Everything they complained about, everything they lied about, was exactly what they did.
 
The Liberal Party hold themselves as being the better financial managers but Howard showed (bought) that they can also be good in the area of social policies.
This is where I believe people have turned off this government. It just went whack, whack on social policies with their 'leaner and lifters', 'poor don't drive' etc.
I tend to agree with what is being said by Andrew laming.
 
It's the last of the many things the Liberals constantly, vociferously attacked Labor for, which they haven't done themselves yet. If they swapped leaders it will be complete.

Everything they complained about, everything they lied about, was exactly what they did.
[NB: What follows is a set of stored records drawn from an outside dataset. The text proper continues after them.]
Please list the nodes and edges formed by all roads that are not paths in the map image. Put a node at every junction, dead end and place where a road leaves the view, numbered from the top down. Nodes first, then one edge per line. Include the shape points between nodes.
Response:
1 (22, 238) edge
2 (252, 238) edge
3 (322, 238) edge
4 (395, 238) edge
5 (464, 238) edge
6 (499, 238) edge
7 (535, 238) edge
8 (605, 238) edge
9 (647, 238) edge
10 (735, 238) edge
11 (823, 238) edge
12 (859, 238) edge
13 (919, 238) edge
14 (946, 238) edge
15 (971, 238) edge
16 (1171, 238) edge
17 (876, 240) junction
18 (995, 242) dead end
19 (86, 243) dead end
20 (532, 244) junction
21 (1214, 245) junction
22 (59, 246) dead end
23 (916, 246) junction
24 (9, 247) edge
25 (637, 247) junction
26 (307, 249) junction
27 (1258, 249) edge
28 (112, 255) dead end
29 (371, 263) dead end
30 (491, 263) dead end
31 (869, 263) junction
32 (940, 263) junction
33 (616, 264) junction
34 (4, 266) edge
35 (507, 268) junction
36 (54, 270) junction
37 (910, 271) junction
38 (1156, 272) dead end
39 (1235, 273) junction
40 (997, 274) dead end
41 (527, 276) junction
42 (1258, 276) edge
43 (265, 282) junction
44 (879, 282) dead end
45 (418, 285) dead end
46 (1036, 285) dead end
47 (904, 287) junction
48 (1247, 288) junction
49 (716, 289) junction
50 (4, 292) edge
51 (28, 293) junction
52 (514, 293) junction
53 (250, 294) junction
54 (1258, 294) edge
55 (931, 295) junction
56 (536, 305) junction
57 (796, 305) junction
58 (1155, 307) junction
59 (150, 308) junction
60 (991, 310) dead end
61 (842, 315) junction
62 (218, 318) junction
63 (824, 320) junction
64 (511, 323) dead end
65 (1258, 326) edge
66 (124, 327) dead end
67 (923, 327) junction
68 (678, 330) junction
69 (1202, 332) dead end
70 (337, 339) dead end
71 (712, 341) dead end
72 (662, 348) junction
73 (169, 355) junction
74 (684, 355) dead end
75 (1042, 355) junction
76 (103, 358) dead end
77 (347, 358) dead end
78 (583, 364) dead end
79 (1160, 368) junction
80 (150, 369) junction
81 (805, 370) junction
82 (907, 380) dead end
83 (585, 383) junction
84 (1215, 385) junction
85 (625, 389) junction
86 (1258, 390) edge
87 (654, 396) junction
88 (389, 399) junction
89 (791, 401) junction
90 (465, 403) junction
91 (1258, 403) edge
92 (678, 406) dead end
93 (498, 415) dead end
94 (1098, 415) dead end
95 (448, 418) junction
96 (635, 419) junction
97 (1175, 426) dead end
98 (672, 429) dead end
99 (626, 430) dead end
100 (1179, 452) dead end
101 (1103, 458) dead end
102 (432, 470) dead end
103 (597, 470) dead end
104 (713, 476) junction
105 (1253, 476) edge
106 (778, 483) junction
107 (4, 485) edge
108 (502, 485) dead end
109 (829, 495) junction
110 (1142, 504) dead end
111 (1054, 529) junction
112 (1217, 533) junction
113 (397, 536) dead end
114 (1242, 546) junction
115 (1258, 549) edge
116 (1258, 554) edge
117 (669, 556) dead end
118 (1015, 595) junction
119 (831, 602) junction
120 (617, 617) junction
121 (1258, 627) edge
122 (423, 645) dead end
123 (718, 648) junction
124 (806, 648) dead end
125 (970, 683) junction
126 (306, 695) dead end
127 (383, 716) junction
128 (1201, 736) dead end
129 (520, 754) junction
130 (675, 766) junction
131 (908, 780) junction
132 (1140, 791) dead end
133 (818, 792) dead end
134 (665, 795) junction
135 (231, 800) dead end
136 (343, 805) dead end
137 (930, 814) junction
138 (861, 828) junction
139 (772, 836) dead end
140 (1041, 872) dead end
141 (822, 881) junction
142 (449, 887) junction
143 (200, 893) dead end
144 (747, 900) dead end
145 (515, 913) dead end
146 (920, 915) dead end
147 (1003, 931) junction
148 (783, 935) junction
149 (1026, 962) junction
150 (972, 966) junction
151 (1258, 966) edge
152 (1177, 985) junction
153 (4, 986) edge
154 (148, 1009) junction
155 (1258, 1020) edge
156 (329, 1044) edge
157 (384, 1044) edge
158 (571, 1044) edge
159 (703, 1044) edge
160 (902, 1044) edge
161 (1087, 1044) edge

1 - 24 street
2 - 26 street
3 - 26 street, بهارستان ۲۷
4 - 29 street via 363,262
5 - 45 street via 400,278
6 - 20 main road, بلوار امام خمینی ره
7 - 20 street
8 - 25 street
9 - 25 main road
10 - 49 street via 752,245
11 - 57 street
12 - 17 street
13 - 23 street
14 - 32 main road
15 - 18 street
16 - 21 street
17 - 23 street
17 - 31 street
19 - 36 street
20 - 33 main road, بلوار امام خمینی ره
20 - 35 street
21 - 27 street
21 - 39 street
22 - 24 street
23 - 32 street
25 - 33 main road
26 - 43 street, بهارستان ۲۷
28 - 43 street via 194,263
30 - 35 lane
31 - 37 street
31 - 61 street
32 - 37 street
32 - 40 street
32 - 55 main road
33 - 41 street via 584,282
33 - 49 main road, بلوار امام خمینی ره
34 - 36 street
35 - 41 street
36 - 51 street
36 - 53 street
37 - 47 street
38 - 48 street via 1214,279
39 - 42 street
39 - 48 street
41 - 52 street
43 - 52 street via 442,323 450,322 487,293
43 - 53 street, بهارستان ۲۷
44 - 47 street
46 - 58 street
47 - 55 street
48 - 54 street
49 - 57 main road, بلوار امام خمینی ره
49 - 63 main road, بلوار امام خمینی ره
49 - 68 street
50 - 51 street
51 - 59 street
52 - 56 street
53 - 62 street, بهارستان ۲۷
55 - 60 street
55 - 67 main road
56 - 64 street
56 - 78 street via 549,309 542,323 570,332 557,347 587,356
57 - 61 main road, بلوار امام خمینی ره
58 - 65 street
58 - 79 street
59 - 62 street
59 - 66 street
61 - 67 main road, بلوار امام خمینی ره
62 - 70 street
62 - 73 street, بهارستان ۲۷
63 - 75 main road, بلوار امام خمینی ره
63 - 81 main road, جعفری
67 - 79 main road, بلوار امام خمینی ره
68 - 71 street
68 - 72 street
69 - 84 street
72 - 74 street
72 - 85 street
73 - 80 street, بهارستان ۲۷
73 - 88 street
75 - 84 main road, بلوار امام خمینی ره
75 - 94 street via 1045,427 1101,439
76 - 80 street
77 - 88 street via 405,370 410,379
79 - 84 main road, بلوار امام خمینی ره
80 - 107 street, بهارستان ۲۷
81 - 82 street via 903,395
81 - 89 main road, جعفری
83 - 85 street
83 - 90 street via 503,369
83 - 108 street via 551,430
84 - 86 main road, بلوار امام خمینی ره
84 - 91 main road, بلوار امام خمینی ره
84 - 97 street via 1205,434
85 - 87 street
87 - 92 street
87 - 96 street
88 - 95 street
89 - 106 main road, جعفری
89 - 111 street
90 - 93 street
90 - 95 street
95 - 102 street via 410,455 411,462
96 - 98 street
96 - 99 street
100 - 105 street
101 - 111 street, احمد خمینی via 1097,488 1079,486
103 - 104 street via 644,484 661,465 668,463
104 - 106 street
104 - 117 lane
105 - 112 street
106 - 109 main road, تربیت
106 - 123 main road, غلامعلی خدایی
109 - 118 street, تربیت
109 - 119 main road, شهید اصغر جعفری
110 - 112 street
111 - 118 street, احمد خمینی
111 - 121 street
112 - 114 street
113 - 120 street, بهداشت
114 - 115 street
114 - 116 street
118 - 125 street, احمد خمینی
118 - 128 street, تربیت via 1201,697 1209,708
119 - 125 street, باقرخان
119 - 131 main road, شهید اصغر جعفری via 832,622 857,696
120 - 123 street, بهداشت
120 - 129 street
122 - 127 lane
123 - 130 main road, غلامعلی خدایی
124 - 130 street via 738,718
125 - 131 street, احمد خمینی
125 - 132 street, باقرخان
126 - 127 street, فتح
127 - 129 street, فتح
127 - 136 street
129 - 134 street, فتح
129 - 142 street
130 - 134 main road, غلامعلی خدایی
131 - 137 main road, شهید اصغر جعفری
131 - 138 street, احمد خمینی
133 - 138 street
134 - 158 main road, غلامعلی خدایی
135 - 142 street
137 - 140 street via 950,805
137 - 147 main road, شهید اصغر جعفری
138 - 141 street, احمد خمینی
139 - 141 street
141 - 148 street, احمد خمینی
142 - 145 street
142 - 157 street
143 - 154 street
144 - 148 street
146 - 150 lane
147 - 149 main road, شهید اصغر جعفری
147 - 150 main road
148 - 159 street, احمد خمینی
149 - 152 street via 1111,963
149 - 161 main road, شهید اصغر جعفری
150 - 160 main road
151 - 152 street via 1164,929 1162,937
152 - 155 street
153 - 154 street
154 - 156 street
my biggest concern with this government which was a similar concern with Rudd and Gillard was the "need" to do everything at once.

why on earth would you reform health, education, social welfare etc all at once?

why not tackle one of these issues, do it properly and gain the confidence of the electorate over time and then tackle the next issue? The implementation of the GST was an example of how to make a change and follow up with a consolidation period where the electorate can see the benefits.

now the libs are in a pickle. will they show a lack of discipline and throw Tony out or do they stick with the mullet? the mature thing would be to agree in house Tony will lead until 12 months (or other agreed period) from the election. but they will f this up no doubt.
 
my biggest concern with this government which was a similar concern with Rudd and Gillard was the "need" to do everything at once.

why on earth would you reform health, education, social welfare etc all at once?

why not tackle one of these issues, do it properly and gain the confidence of the electorate over time and then tackle the next issue? The implementation of the GST was an example of how to make a change and follow up with a consolidation period where the electorate can see the benefits.

now the libs are in a pickle. will they show a lack of discipline and throw Tony out or do they stick with the mullet? the mature thing would be to agree in house Tony will lead until 12 months (or other agreed period) from the election. but they will f this up no doubt.
They didn't "need" to reform education to suit their own agenda - Gonski was a long running paper that utilized an evidence based approach to improving the education system in Australia.

Nor did they need to reform the social services sector within the first 12 months of government - The Shergold report was driving a Social services overhaul in Victoria which they could easily use as a benchmark for reform once the results of those changes were established. Given Shergold's Lib links and the Lib government at the time, you'd think effective policy and the support from their own side would have made this a no-brainer. Again, evidence-shunning in lieu of ideology.

Healthcare does need reform but they have very quickly gotten the AMA offside with repeated policy mis-steps. Again, pissing off a highly regarded group who could have been used to inform policy is not clever.

For all their talk of "not selling the message adequately", they clearly have avoided the most basic aspects of policy-making and that is their biggest problem.
 
Don't worry. That clearly isn't PR's "biggest concern" anyway. He has agendas far more obvious than thinking that the tens of politicians, hundreds of political staff, thousands of advisers, and tens of thousands of federal public service workers in Canberra can't work on more than one issue at a time.